++++ Given data ++++
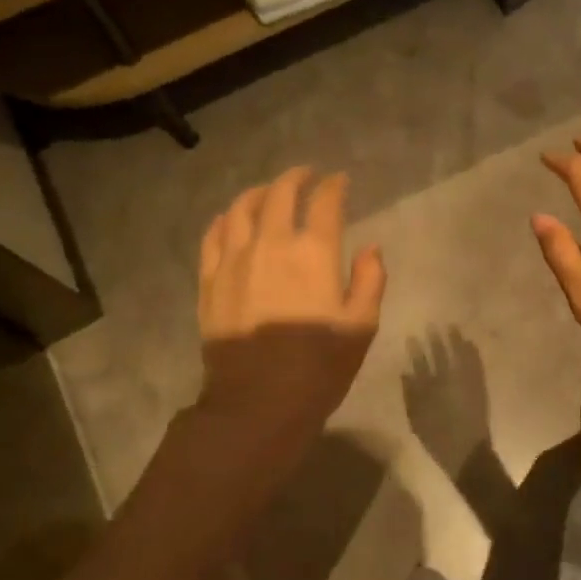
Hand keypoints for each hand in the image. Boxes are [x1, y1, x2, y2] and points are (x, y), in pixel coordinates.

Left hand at [197, 167, 385, 441]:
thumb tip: (370, 249)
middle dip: (297, 178)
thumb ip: (370, 281)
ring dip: (260, 192)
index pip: (325, 203)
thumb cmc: (318, 368)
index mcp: (314, 253)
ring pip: (242, 208)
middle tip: (308, 175)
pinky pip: (213, 236)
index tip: (341, 181)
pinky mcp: (210, 280)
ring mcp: (234, 260)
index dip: (335, 186)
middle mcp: (271, 244)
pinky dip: (224, 219)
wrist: (256, 404)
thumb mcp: (361, 327)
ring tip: (270, 191)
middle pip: (280, 194)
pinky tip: (230, 218)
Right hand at [401, 327, 492, 472]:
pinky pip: (476, 365)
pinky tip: (470, 343)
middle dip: (436, 340)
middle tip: (432, 325)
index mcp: (429, 390)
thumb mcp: (416, 421)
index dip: (416, 350)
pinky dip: (472, 353)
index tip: (412, 337)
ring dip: (455, 341)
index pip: (420, 364)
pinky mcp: (479, 387)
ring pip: (459, 356)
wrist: (467, 454)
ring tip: (452, 327)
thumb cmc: (438, 440)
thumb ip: (410, 396)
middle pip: (440, 356)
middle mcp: (446, 381)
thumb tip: (406, 373)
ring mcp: (465, 383)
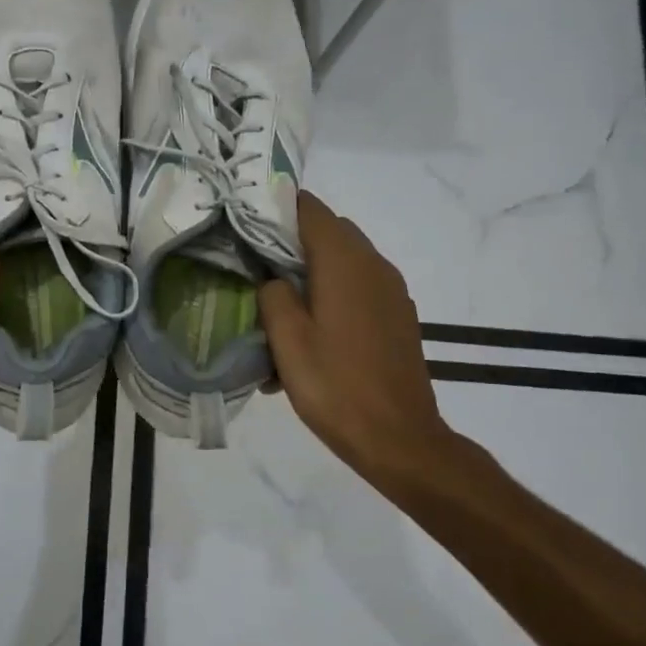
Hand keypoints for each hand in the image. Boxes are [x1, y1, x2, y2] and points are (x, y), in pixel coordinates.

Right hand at [258, 192, 464, 487]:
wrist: (399, 438)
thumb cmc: (335, 387)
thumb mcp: (287, 341)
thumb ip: (273, 295)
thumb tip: (272, 278)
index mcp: (344, 262)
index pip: (310, 209)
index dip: (276, 207)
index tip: (245, 220)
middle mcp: (374, 265)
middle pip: (329, 231)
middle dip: (291, 240)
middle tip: (255, 263)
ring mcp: (391, 291)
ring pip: (345, 260)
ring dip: (313, 269)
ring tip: (280, 302)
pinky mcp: (398, 315)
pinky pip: (360, 287)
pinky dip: (334, 292)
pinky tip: (312, 331)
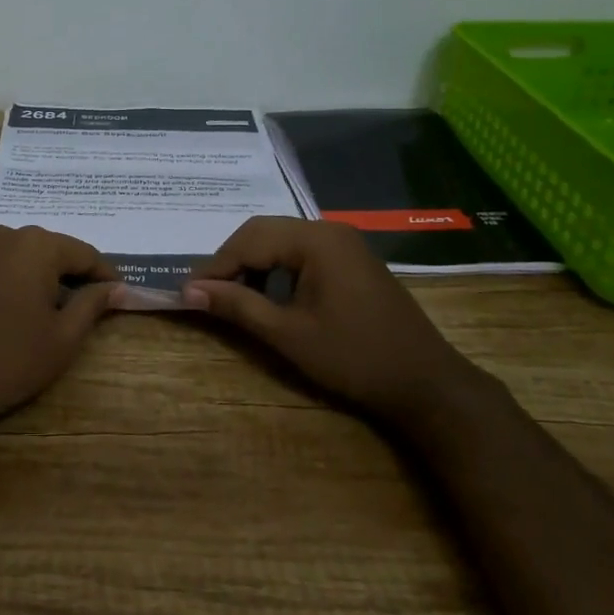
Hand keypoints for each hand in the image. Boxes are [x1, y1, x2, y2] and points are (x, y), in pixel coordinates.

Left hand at [0, 225, 116, 435]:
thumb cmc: (12, 360)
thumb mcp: (64, 336)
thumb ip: (93, 303)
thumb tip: (116, 287)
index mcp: (37, 246)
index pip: (84, 254)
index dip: (105, 275)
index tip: (120, 294)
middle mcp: (5, 234)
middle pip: (52, 249)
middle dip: (72, 272)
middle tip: (88, 303)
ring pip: (23, 252)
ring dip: (41, 272)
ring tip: (52, 305)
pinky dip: (13, 273)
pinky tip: (16, 302)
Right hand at [186, 217, 478, 423]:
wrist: (425, 383)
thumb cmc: (353, 358)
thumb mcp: (288, 334)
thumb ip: (237, 306)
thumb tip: (189, 291)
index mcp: (315, 240)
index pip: (249, 240)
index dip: (215, 266)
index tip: (188, 292)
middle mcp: (329, 230)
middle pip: (264, 232)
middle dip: (232, 261)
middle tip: (207, 293)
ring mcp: (344, 244)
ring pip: (281, 241)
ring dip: (253, 264)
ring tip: (233, 297)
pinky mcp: (352, 260)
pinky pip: (302, 252)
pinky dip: (277, 269)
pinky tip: (268, 296)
++++
• _Task details_: Given the records above, restate word for word only the lines starting at the one with "middle pip: (52, 249)" and ending at the one with "ring dip: (253, 264)".

• _Written solution_:
middle pip: (52, 249)
middle dip: (72, 272)
middle tip: (88, 303)
ring pip: (23, 252)
ring dip: (41, 272)
ring tip: (52, 305)
pinky dip: (13, 273)
pinky tip: (16, 302)
Right hand at [186, 217, 478, 423]:
wrist: (425, 383)
thumb cmc: (353, 358)
thumb mcp: (288, 334)
thumb ip: (237, 306)
thumb tip: (189, 291)
index mcp: (315, 240)
index pip: (249, 240)
index dip: (215, 266)
index tip: (188, 292)
middle mcp: (329, 230)
middle pip: (264, 232)
middle dip: (232, 261)
middle tip: (207, 293)
ring mcp: (344, 244)
ring pip: (281, 241)
ring dip: (253, 264)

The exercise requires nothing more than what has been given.